Was die beiden von Prof. Lindemann formulierten Aussagen positiv bedeuten, hat sich mir nicht erschlossen. Vielleicht haben sie gar keine sinnvolle Bedeutung. Eindeutig ist aber, was sie nicht bedeuten und ausschließen. Ob zwei Menschen den gleichen Glauben haben, lässt sich meines Erachtens nicht einfach daran ablesen, ob sie die gleichen Begriffe verwenden. Ein solches Urteil hängt davon ab, welche Inhalte sie mit den Begriffen meinen. Inhaltlich sind die Aussagen, die Prof. Lindemann und ich über das Heil in Christus treffen, bis zur Gegensätzlichkeit verschieden. Uns trennt ein garstiger breiter Graben, weil Prof. Lindemann das Christentum aus meiner Sicht in seinem Zentrum entkernt.
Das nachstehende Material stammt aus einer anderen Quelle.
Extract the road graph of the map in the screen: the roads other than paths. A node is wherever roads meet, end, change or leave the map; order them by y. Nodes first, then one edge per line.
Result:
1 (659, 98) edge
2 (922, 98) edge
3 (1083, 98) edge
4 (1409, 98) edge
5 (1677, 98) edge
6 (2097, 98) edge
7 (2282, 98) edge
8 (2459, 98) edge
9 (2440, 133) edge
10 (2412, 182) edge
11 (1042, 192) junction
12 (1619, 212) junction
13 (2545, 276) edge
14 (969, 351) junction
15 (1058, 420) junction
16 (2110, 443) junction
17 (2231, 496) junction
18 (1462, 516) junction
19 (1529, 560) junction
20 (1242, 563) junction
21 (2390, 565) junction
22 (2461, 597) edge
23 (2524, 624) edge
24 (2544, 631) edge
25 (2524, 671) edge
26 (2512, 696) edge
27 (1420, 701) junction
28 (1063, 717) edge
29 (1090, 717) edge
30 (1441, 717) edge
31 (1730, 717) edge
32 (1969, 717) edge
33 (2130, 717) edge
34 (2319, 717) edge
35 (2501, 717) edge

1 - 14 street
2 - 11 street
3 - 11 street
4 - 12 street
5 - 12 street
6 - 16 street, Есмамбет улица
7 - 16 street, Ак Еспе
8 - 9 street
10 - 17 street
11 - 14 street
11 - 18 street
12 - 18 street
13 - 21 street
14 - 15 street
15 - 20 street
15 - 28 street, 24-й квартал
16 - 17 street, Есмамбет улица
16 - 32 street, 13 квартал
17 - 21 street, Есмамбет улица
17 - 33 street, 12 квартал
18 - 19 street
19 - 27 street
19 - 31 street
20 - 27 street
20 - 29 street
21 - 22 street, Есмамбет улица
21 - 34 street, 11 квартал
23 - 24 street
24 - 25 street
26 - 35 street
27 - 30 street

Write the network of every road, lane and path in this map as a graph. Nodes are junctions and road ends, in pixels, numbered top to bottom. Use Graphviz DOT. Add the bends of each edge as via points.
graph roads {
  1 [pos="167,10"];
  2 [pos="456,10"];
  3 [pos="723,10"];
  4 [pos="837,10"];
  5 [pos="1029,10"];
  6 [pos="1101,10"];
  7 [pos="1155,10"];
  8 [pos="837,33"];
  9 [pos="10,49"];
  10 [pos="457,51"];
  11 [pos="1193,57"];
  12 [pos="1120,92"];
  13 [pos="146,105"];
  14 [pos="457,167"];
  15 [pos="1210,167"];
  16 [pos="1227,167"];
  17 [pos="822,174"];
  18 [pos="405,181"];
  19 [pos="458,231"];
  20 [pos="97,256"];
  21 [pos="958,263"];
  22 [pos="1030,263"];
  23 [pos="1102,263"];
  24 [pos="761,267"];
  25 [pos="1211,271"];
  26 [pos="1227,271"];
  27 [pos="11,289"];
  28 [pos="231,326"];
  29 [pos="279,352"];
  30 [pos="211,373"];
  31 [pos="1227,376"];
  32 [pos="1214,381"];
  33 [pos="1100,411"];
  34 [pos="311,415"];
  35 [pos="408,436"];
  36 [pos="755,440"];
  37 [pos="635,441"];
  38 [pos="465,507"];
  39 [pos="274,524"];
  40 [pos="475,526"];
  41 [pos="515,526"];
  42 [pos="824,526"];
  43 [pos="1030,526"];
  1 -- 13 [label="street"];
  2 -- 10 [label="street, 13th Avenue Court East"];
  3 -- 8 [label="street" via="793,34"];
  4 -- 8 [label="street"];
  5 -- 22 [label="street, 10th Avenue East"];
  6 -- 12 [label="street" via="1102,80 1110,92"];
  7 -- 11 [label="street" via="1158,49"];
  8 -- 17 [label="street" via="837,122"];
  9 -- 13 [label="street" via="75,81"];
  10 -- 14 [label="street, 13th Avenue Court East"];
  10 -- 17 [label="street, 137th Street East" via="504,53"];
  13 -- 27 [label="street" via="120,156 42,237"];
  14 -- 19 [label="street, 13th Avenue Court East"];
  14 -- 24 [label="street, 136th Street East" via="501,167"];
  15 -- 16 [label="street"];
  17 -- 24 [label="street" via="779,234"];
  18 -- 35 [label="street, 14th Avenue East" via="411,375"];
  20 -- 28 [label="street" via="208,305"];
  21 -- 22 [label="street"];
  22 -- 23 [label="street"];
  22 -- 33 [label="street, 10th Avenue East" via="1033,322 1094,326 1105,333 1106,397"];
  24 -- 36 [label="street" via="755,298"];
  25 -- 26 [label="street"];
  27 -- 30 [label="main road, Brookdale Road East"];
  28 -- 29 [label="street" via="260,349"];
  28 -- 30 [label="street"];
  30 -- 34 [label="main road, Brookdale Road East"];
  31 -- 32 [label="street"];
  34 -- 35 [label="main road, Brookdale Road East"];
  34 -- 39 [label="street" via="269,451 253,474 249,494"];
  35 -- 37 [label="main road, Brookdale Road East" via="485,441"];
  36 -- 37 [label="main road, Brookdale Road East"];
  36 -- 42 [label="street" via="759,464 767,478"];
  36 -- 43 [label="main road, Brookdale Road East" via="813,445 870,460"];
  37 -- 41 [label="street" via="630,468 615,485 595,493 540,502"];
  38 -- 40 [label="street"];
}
Ich bin überzeugt, dass man sich durch eine solche Theologie tatsächlich von den Wurzeln des Christentums abschneiden kann (Troeltsch). Aber das letzte Urteil über unser Leben und unseren Glauben kommt nicht von Menschen, sondern von Gott.


  1. Für den entsprechenden Nachweis siehe meine Dissertation Lukas als Historiker der letzten Jesusreise, TVGMS 379, Wuppertal 1993, 128-135. 

  2. Zur Bedeutung der Augenzeugenschaft für die Evangelien siehe jetzt S. Byrskog, Story as History – History as Story, WUNT 123, Tübingen 2000, 48-91. 

  3. Für einen vorsichtigen Versuch, die Synoptiker mit Johannes zu verbinden, siehe Th. Zahn, Grundriß der Geschichte des Lebens Jesu (1928), Holzgerlingen 1999.  

  4. Vgl. dazu meinen Beitrag „Die Authentizität der synoptischen Worte Jesu.“ Das Studium des Neuen Testaments. Bd 2. Spezialprobleme, BWM 8, Hg. H.-W. Neudorfer und E. J. Schnabel, Wuppertal 2000, 155-177. 

  5. Zur Anwendung des antiken Konzepts der Authentizität auf das Johannesevangelium siehe P. W. Ensor, Jesus and His `Works‘. The Johannine Sayings in Historical Perspective, WUNT II/85, Tübingen 1996, bes. 27-47. 

  6. Vgl. dazu J. P. Meier, A Marginal Jew. Rethinking the Historical Jesus, Bd 2, ABRL, New York 1994, 581-588.